• YOUR INSTRUCTIONS:
Could you copy each line of the entries that contains "lane"?
START INPUT DATA
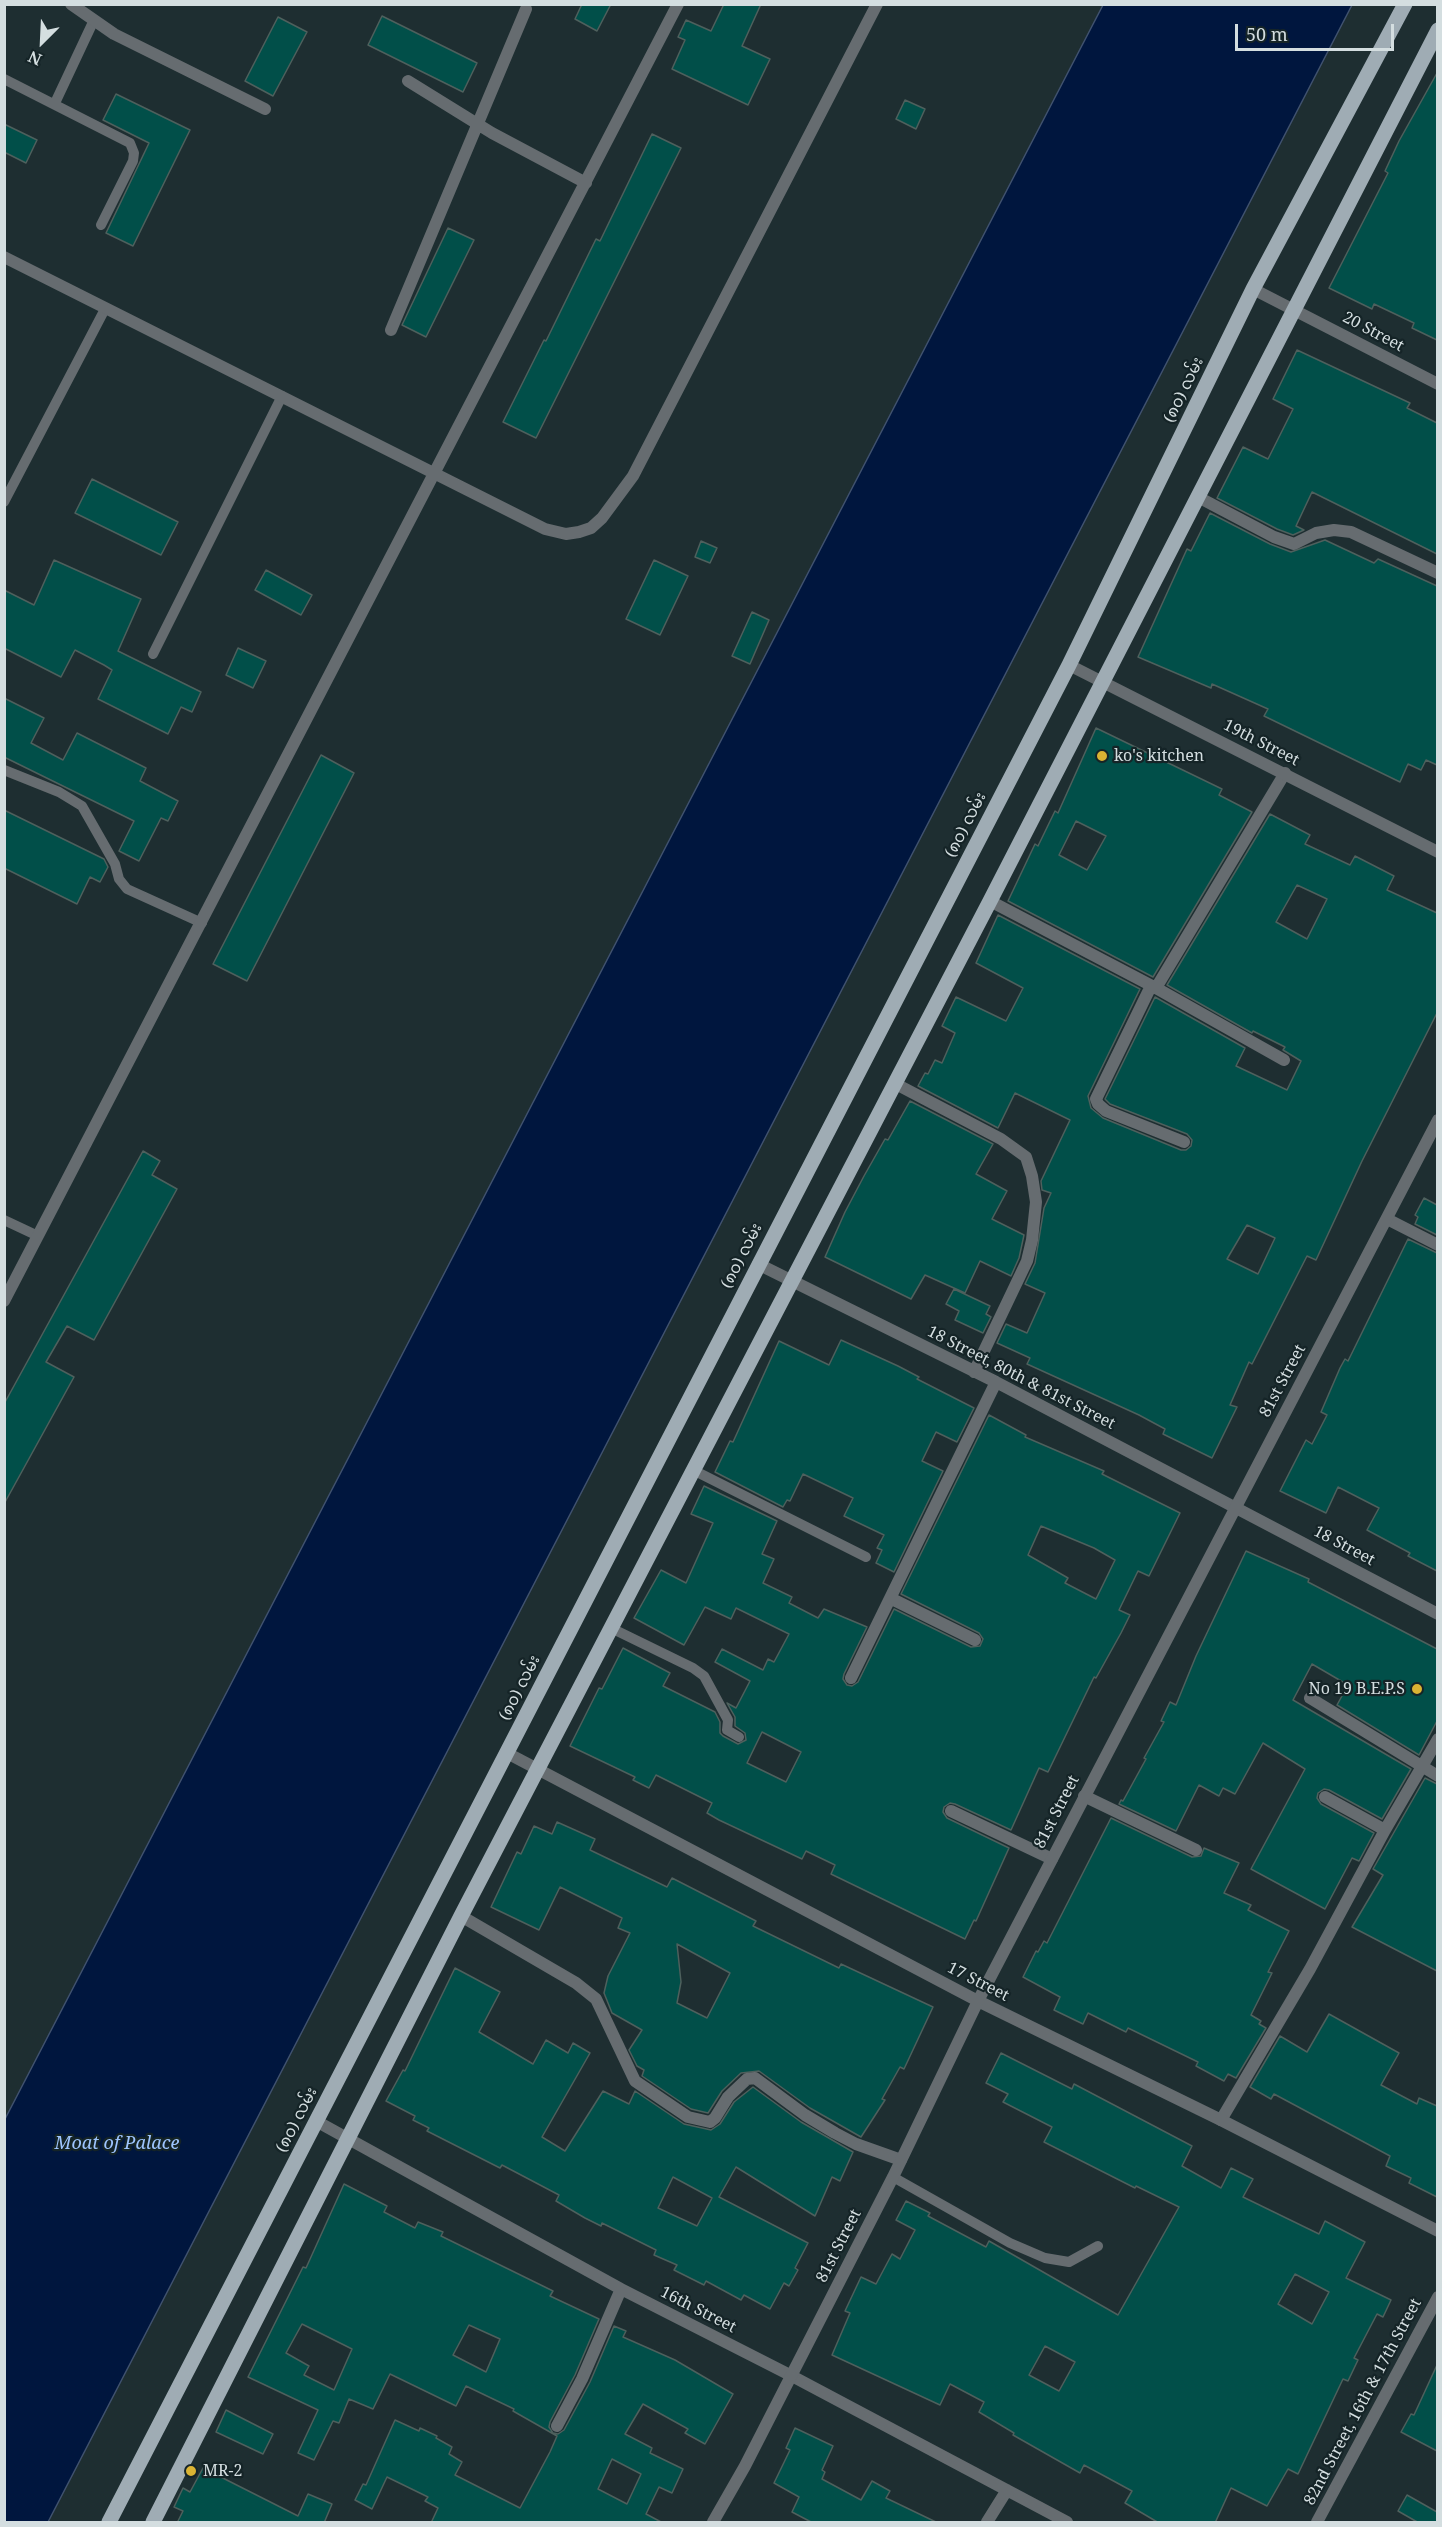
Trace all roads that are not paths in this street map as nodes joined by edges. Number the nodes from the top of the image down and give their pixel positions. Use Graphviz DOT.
graph roads {
  1 [pos="71,4"];
  2 [pos="678,4"];
  3 [pos="877,4"];
  4 [pos="1405,4"];
  5 [pos="86,8"];
  6 [pos="526,9"];
  7 [pos="94,20"];
  8 [pos="1437,30"];
  9 [pos="4,79"];
  10 [pos="408,81"];
  11 [pos="55,103"];
  12 [pos="265,109"];
  13 [pos="477,124"];
  14 [pos="586,183"];
  15 [pos="101,225"];
  16 [pos="4,257"];
  17 [pos="1253,289"];
  18 [pos="1293,308"];
  19 [pos="105,309"];
  20 [pos="391,330"];
  21 [pos="1437,384"];
  22 [pos="282,396"];
  23 [pos="436,472"];
  24 [pos="1198,496"];
  25 [pos="4,502"];
  26 [pos="1437,573"];
  27 [pos="153,654"];
  28 [pos="1070,665"];
  29 [pos="1103,681"];
  30 [pos="4,770"];
  31 [pos="1285,773"];
  32 [pos="1437,852"];
  33 [pos="990,901"];
  34 [pos="202,923"];
  35 [pos="1153,987"];
  36 [pos="1284,1060"];
  37 [pos="894,1083"];
  38 [pos="1437,1120"];
  39 [pos="1184,1142"];
  40 [pos="1387,1219"];
  41 [pos="4,1220"];
  42 [pos="38,1236"];
  43 [pos="1437,1245"];
  44 [pos="758,1264"];
  45 [pos="790,1281"];
  46 [pos="4,1301"];
  47 [pos="974,1372"];
  48 [pos="996,1382"];
  49 [pos="693,1470"];
  50 [pos="1235,1507"];
  51 [pos="866,1557"];
  52 [pos="891,1599"];
  53 [pos="1437,1614"];
  54 [pos="611,1628"];
  55 [pos="975,1640"];
  56 [pos="851,1678"];
  57 [pos="1310,1698"];
  58 [pos="739,1737"];
  59 [pos="1437,1739"];
  60 [pos="507,1753"];
  61 [pos="1420,1766"];
  62 [pos="539,1768"];
  63 [pos="1437,1776"];
  64 [pos="1084,1796"];
  65 [pos="1325,1797"];
  66 [pos="951,1810"];
  67 [pos="1385,1830"];
  68 [pos="1196,1850"];
  69 [pos="1052,1858"];
  70 [pos="460,1916"];
  71 [pos="978,2001"];
  72 [pos="1221,2120"];
  73 [pos="316,2121"];
  74 [pos="349,2138"];
  75 [pos="901,2160"];
  76 [pos="893,2177"];
  77 [pos="1437,2230"];
  78 [pos="1098,2246"];
  79 [pos="621,2289"];
  80 [pos="1437,2297"];
  81 [pos="790,2375"];
  82 [pos="557,2426"];
  83 [pos="1007,2490"];
  84 [pos="109,2523"];
  85 [pos="153,2523"];
  86 [pos="713,2523"];
  87 [pos="987,2523"];
  88 [pos="1067,2523"];
  89 [pos="1317,2523"];
  1 -- 5 [label="street"];
  2 -- 14 [label="street"];
  3 -- 23 [label="street"];
  4 -- 17 [label="main road, (၈၀) လမ်း"];
  5 -- 7 [label="street"];
  6 -- 13 [label="street"];
  7 -- 11 [label="lane"];
  7 -- 12 [label="street"];
  8 -- 18 [label="main road"];
  9 -- 11 [label="lane"];
  10 -- 13 [label="street"];
  11 -- 15 [label="lane"];
  13 -- 14 [label="street"];
  13 -- 20 [label="street"];
  14 -- 23 [label="street"];
  16 -- 19 [label="street"];
  17 -- 18 [label="street, 20 Street"];
  17 -- 28 [label="main road, (၈၀) လမ်း"];
  18 -- 21 [label="street, 20 Street"];
  18 -- 24 [label="main road"];
  19 -- 22 [label="street"];
  19 -- 25 [label="lane"];
  22 -- 23 [label="street"];
  22 -- 27 [label="lane"];
  23 -- 34 [label="street"];
  24 -- 26 [label="street"];
  24 -- 29 [label="main road"];
  28 -- 29 [label="street, 19th Street"];
  28 -- 44 [label="main road, (၈၀) လမ်း"];
  29 -- 31 [label="street, 19th Street"];
  29 -- 33 [label="main road"];
  30 -- 34 [label="lane"];
  31 -- 32 [label="street, 19th Street"];
  31 -- 35 [label="street"];
  33 -- 35 [label="street"];
  33 -- 37 [label="main road"];
  34 -- 42 [label="street"];
  35 -- 36 [label="street"];
  35 -- 39 [label="street"];
  37 -- 45 [label="main road"];
  37 -- 47 [label="street"];
  38 -- 40 [label="street, 81st Street"];
  40 -- 43 [label="street"];
  40 -- 50 [label="street, 81st Street"];
  41 -- 42 [label="lane"];
  42 -- 46 [label="street"];
  44 -- 45 [label="street"];
  44 -- 60 [label="main road, (၈၀) လမ်း"];
  45 -- 47 [label="street, 18 Street, 80th & 81st Street"];
  45 -- 49 [label="main road"];
  47 -- 48 [label="street, 18 Street, 80th & 81st Street"];
  48 -- 50 [label="street, 18 Street, 80th & 81st Street"];
  48 -- 52 [label="street"];
  49 -- 51 [label="lane"];
  49 -- 54 [label="main road"];
  50 -- 53 [label="street, 18 Street"];
  50 -- 64 [label="street, 81st Street"];
  52 -- 55 [label="street"];
  52 -- 56 [label="street"];
  54 -- 58 [label="lane"];
  54 -- 62 [label="main road"];
  57 -- 61 [label="street"];
  59 -- 61 [label="street"];
  60 -- 62 [label="street, 17 Street"];
  60 -- 73 [label="main road, (၈၀) လမ်း"];
  61 -- 63 [label="street"];
  61 -- 67 [label="street"];
  62 -- 70 [label="main road"];
  62 -- 71 [label="street, 17 Street"];
  64 -- 68 [label="street"];
  64 -- 69 [label="street, 81st Street"];
  65 -- 67 [label="street"];
  66 -- 69 [label="street"];
  67 -- 72 [label="street"];
  69 -- 71 [label="street, 81st Street"];
  70 -- 74 [label="main road"];
  70 -- 75 [label="street"];
  71 -- 72 [label="street, 17 Street"];
  71 -- 75 [label="street, 81st Street"];
  72 -- 77 [label="street, 17 Street"];
  73 -- 74 [label="street, 16th Street"];
  73 -- 84 [label="main road, (၈၀) လမ်း"];
  74 -- 79 [label="street, 16th Street"];
  74 -- 85 [label="main road"];
  75 -- 76 [label="street, 81st Street"];
  76 -- 78 [label="lane"];
  76 -- 81 [label="street, 81st Street"];
  79 -- 81 [label="street, 16th Street"];
  79 -- 82 [label="street"];
  80 -- 89 [label="street, 82nd Street, 16th & 17th Street"];
  81 -- 83 [label="street, 16th Street"];
  81 -- 86 [label="street, 81st Street"];
  83 -- 87 [label="street"];
  83 -- 88 [label="street, 16th Street"];
}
END INPUT DATA
• EXERCISE ANSWER:
  7 -- 11 [label="lane"];
  9 -- 11 [label="lane"];
  11 -- 15 [label="lane"];
  19 -- 25 [label="lane"];
  22 -- 27 [label="lane"];
  30 -- 34 [label="lane"];
  41 -- 42 [label="lane"];
  49 -- 51 [label="lane"];
  54 -- 58 [label="lane"];
  76 -- 78 [label="lane"];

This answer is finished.